* INSTRUCTIONS TO FOLLOW
The data is to be set down once more, exactly as it reads.

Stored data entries

——

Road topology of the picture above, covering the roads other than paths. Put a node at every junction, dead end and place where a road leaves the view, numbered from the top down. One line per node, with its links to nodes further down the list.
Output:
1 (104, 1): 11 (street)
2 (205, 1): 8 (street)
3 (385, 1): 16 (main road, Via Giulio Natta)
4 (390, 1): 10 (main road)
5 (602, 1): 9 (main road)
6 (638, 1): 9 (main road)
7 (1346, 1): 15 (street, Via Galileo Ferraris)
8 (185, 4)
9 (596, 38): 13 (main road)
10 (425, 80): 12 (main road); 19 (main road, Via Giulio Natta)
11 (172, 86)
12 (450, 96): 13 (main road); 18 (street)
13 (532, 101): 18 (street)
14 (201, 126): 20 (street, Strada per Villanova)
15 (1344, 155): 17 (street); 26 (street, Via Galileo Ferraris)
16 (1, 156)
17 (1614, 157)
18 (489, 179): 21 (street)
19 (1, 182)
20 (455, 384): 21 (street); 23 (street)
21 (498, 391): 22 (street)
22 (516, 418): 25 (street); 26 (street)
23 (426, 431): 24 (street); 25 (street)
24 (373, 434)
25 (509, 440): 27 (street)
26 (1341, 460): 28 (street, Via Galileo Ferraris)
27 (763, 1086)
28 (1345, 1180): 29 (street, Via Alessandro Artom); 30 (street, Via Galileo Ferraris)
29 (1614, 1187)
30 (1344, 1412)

——

* TASK RESULT
Road topology of the picture above, covering the roads other than paths. Put a node at every junction, dead end and place where a road leaves the view, numbered from the top down. One line per node, with its links to nodes further down the list.
Output:
1 (104, 1): 11 (street)
2 (205, 1): 8 (street)
3 (385, 1): 16 (main road, Via Giulio Natta)
4 (390, 1): 10 (main road)
5 (602, 1): 9 (main road)
6 (638, 1): 9 (main road)
7 (1346, 1): 15 (street, Via Galileo Ferraris)
8 (185, 4)
9 (596, 38): 13 (main road)
10 (425, 80): 12 (main road); 19 (main road, Via Giulio Natta)
11 (172, 86)
12 (450, 96): 13 (main road); 18 (street)
13 (532, 101): 18 (street)
14 (201, 126): 20 (street, Strada per Villanova)
15 (1344, 155): 17 (street); 26 (street, Via Galileo Ferraris)
16 (1, 156)
17 (1614, 157)
18 (489, 179): 21 (street)
19 (1, 182)
20 (455, 384): 21 (street); 23 (street)
21 (498, 391): 22 (street)
22 (516, 418): 25 (street); 26 (street)
23 (426, 431): 24 (street); 25 (street)
24 (373, 434)
25 (509, 440): 27 (street)
26 (1341, 460): 28 (street, Via Galileo Ferraris)
27 (763, 1086)
28 (1345, 1180): 29 (street, Via Alessandro Artom); 30 (street, Via Galileo Ferraris)
29 (1614, 1187)
30 (1344, 1412)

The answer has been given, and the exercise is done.